Saturated to the point of explosion, ‘No_one Ever Really Dies’ is a fitting title for N.E.R.D’s return. Switching frantically between multiple jarring beats and numerous drastic tempo changes into every song - each as bizarre as the last – each diversion quickly finds its way back to the record’s baseline; a thudding, relentless drum beat that hammers forth like a nuclear-fuelled piston. It’s often so unrelenting that even those that have moved onto the next life would have a hard time sleeping through this onslaught.

Messy and immediate as this record may be, that’s perhaps part of its wider agenda. Pharrell Williams – with a discography that somehow spans from the infuriatingly jaunty ‘Happy’ right through to the mouth-clicking perfection ‘Drop It Like It’s Hot’ – has demonstrated that he’s not just mastered one craft; he’s perfected many. And the goal of ‘No_one Ever Really Dies’? “Serotonin overload”. It’s a sentence deadpanned by a Siri-esque voice on the blooping, trap-nodding ‘Secret Life of Tiger’, as turn-of-the-millennium UK garage crunks alongside an ever-thickening collage of genre that’s tricky to keep up with. Veering off into synthesised pangs of steel drum – because why the hell not? - ‘Voila’, meanwhile, hinges on claims of magical reinvention. And ‘Deep Down Body Thrust’ – with a frantic tempo that’s less suited for bedroom antics, and more for an extreme cardiac gym workout - sees pounding, robotic guitars swapping for gentle piano without warning. It’s completely relentless to listen to.

Enormous guest spots pepper this louder-than-life album, many of them under unexpected guises, and seemingly out of the blue. Kendrick Lamar, Rihanna, M.I.A, Ed Sheeran. André 3000, Gucci Mane, Future and Wale all burst out of nowhere, with varying levels of success. ‘Lifting You’– a syncopated, crisp-edged ode to rolling blunts, getting high and “the herb” – features, alongside clear musical nods to dub and reggae, the dulcet vocals of, erm, Ed Sheeran. “Let them say what they want about us,” he croons, with a jarring sweetness.

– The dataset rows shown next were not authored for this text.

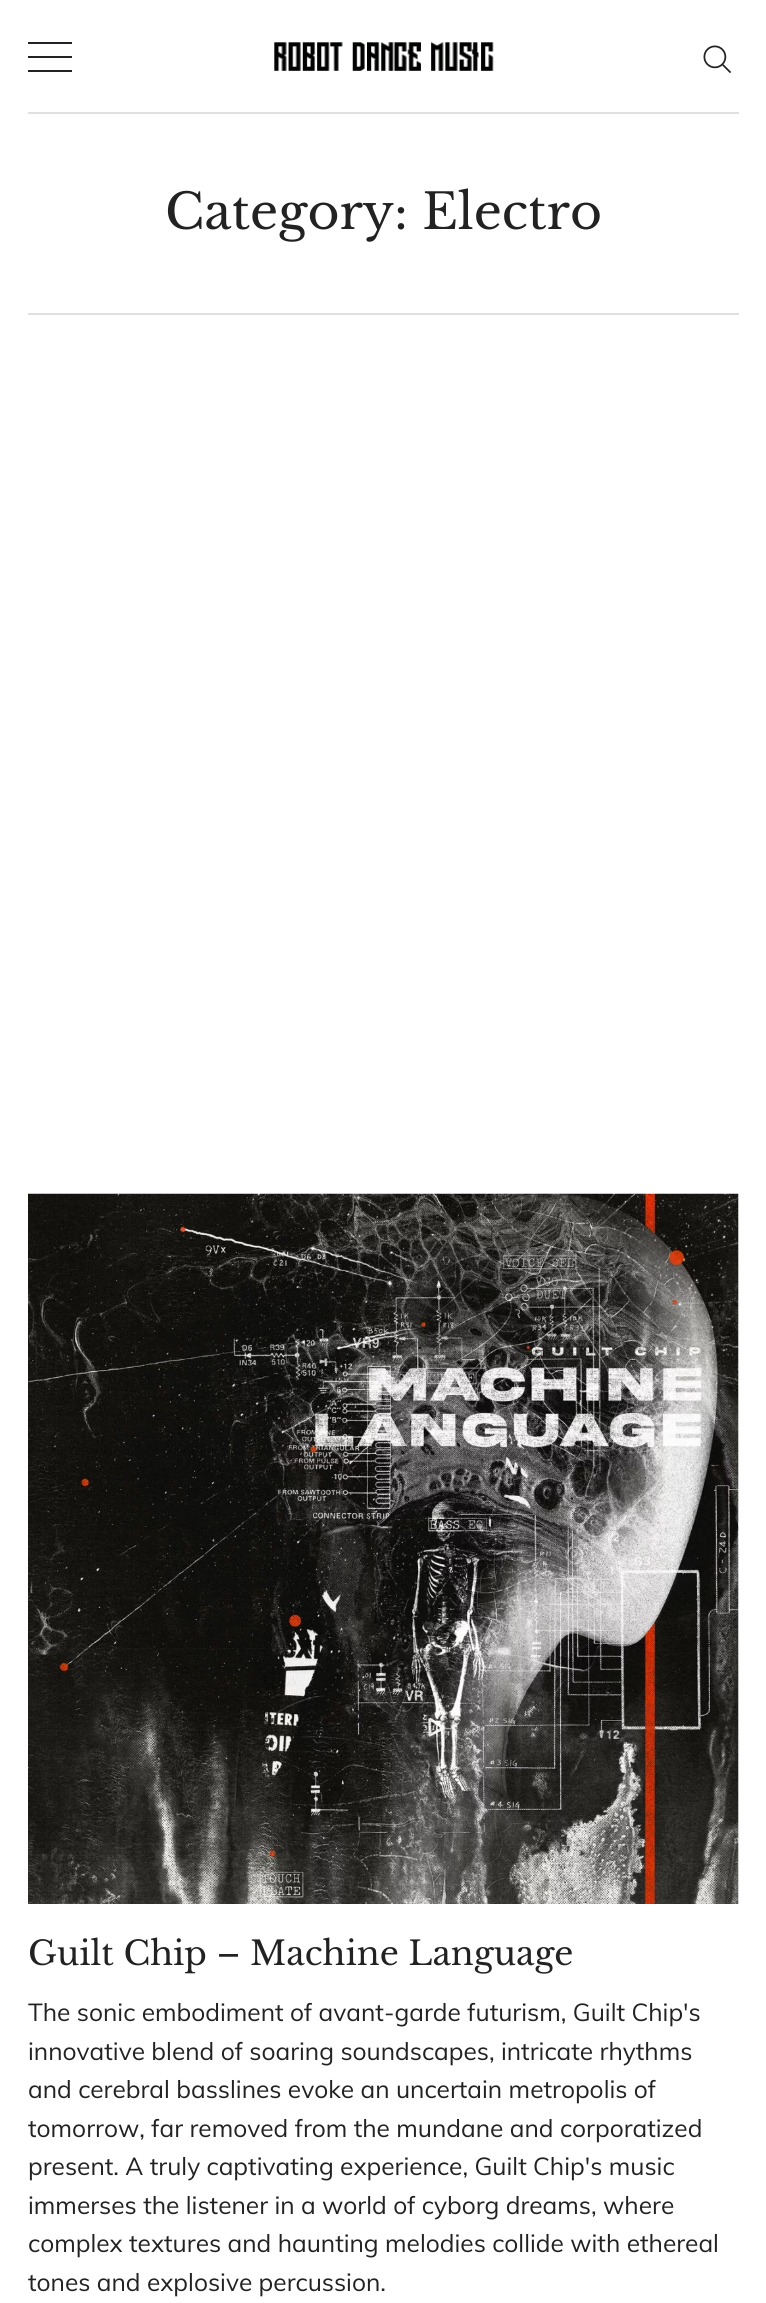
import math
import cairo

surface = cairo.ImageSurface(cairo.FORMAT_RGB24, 766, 2303)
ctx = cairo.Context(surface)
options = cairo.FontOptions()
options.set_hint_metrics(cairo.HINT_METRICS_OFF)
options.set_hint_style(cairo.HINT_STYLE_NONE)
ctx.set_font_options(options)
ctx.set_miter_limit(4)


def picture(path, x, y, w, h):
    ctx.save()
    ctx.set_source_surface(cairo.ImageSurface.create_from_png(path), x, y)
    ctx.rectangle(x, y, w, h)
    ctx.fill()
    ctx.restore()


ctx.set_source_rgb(1, 1, 1)
ctx.paint()
ctx.set_source_rgb(0.882, 0.878, 0.882)
ctx.rectangle(28, 112, 711, 2)
ctx.fill()
ctx.set_source_rgb(0.133, 0.133, 0.157)
ctx.rectangle(28, 42, 44, 2)
ctx.fill()
ctx.rectangle(28, 56, 44, 2)
ctx.fill()
ctx.rectangle(28, 70, 44, 2)
ctx.fill()
picture("img1.png", 274, 42, 220, 29)
picture("img2.png", 703, 45, 29, 29)
ctx.set_source_rgb(0.882, 0.878, 0.882)
ctx.rectangle(28, 313, 711, 2)
ctx.fill()
ctx.select_font_face("Libre Baskerville")
ctx.set_font_size(49)
ctx.set_source_rgb(0.133, 0.133, 0.133)
ctx.move_to(165, 229)
ctx.show_text("Category: Electro")
ctx.set_source_rgb(0.965, 0.976, 0.988)
ctx.rectangle(738, 1194, 1, 710)
ctx.fill()
picture("img3.png", 28, 1193, 711, 711)
ctx.set_font_size(33.25)
ctx.set_source_rgb(0.133, 0.133, 0.133)
ctx.move_to(28, 1965)
ctx.show_text("Guilt Chip – Machine Language")
ctx.select_font_face("Muli")
ctx.set_font_size(24.5)
ctx.move_to(28, 2021)
ctx.show_text("The sonic embodiment of avant-garde futurism, Guilt Chip's")
ctx.move_to(28, 2060)
ctx.show_text("innovative blend of soaring soundscapes, intricate rhythms")
ctx.move_to(28, 2098)
ctx.show_text("and cerebral basslines evoke an uncertain metropolis of")
ctx.move_to(28, 2137)
ctx.show_text("tomorrow, far removed from the mundane and corporatized")
ctx.move_to(28, 2175)
ctx.show_text("present. A truly captivating experience, Guilt Chip's music")
ctx.move_to(28, 2214)
ctx.show_text("immerses the listener in a world of cyborg dreams, where")
ctx.move_to(28, 2252)
ctx.show_text("complex textures and haunting melodies collide with ethereal")
ctx.move_to(28, 2291)
ctx.show_text("tones and explosive percussion.")
surface.write_to_png("page.png")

Far better is lead ‘Lemons’, a track completely owned and dominated by Rihanna. And ‘Don’t Don’t Do It’ – which starts life with a slice of classic N.E.R.D production, melding crafty lift jazz with syncopated funk - stands out as one of this record’s best moments. Written following the death of Keith Lamont Scott in North Carolina (he was killed by police, sparking protests across Charlotte), fidgeting beats and gasping delivery mask a warning. “You wanna get caught with your eyes open” raps a breathless Kendrick Lamar, over villainous ascending notes.

A heavily-synthesised veneer that appears hell-bent on prompting a dulled, headbanging trance, ‘No-one Ever Really Dies’ is – paradoxically – also a record that appears concerned with waking up and seeing clearly so to speak. “Everyone’s in a trance” insists ‘Lighting Fire Magic’, while ‘ESP’ (presumably short for Extra Sensory Perception’) bemoans a lack of fully realised potential. It’s something that this record is guilty of too, however, and often it feels too packed to absorb. Messy in its execution, and lacking in the simplicity of N.E.R.D’s previous work, ‘No_one Ever Really Dies’ isn’t nearly as profound as it thinks it is.